The papers were originally assembled and organized in 1972 by Burroughs and his friend and occasional collaborator, the avant-garde Swiss-Canadian painter Brion Gysin. It was catalogued by renowned Beat historian and author Barry Miles and originally sold to Roberto Altmann of Liechtenstein. This effort resulted in the publication of The Descriptive Catalogue of the William S. Burroughs Archive (1973). The Library acquired the archive from noted book collector and attorney Robert H. and his wife Donna L. Jackson, of Shaker Heights, Ohio. The agent for the sale was Ken Lopez of Massachusetts, a noted rare book and manuscript dealer specializing in modern American and British literature.
The archive's correspondence includes hundreds of unpublished letters to Burroughs, often accompanied by carbon copies of Burroughs' replies, from scores of writers and artists, including Jack Kerouac, Lawrence Ferlinghetti, Gregory Corso, Terry Southern, Timothy Leary, J.G. Ballard, Leroi Jones (Amiri Baraka), the French sound poet Henri Chopin, and especially numerous examples from Allen Ginsberg and Paul Bowles.

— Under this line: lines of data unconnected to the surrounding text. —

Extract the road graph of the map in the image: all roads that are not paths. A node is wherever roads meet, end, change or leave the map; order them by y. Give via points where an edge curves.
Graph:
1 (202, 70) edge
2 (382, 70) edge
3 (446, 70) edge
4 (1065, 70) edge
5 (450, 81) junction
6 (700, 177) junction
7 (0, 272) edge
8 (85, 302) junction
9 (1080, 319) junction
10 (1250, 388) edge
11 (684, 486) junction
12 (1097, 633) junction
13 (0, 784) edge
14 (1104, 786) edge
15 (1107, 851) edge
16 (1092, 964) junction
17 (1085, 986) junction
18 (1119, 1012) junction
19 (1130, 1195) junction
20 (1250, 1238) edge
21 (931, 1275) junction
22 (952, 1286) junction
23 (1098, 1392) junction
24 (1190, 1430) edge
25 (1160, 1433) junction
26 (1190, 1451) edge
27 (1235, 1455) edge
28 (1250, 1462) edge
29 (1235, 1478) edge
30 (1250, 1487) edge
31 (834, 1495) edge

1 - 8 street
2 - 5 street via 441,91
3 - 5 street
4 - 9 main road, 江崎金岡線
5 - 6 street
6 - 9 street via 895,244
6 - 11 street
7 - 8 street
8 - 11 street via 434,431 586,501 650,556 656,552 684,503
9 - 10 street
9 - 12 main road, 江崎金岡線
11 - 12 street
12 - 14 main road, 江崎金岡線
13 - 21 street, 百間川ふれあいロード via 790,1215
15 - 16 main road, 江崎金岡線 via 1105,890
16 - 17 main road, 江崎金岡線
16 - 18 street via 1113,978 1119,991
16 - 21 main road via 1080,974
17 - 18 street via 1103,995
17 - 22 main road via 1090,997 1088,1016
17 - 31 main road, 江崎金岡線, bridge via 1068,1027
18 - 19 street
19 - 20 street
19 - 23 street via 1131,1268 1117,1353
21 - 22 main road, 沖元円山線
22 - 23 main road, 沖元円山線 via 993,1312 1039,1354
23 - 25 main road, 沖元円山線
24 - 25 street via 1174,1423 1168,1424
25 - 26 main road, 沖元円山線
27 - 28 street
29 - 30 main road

Unpublished letters to Burroughs include letters from Kerouac, Leary, Ginsberg, Leroi Jones, Chopin, Corso, Ferlinghetti, Bowles, and Southern.
"Not only was Burroughs one of the three progenitors of the Beat movement and an avant-garde writer who influenced and was influenced by such movements as Surrealism, Fluxus, British 'New Wave' Science Fiction, the Post-Beat, and Concrete Poetry, but he may also be regarded as one of twentieth-century America's great satirists, fiercely sinister and corrosive," said Isaac Gewirtz, Curator of the Berg Collection. "This aspect of his work complements the archives of Terry Southern and Bruce Jay Friedman, which are also in the Berg. The addition of Burroughs' papers has created a particularly rich resource for the study of alternative versions of the post-War myth of the American dream. The archive is particularly interesting because Burroughs clearly intended it, primarily through its organization and the art/word illustrations on its folders, to be read and absorbed as a work of art in itself."
"Preserving archives that show the development of an artist's work from ideas to final form is invaluable to researchers," said David S. Ferriero, Andrew W. Mellon Director and Chief Executive of the Research Libraries. "In other divisions of The New York Public Library's Research Libraries, scholars have access to books, essays, articles, screenplays, photos, and numerous additional materials that reflect the broad impact of these works once they enter the culture at large. The Library offers researchers the opportunity to trace a work's life from artistic impulse to its ongoing influence in today's culture."
"Donna and I are most pleased that this important material by one of America's greatest creative talents will have a good home at The New York Public Library, making it available to scholars, students, and anyone interested in the origins of the Beat Generation," said Robert Jackson.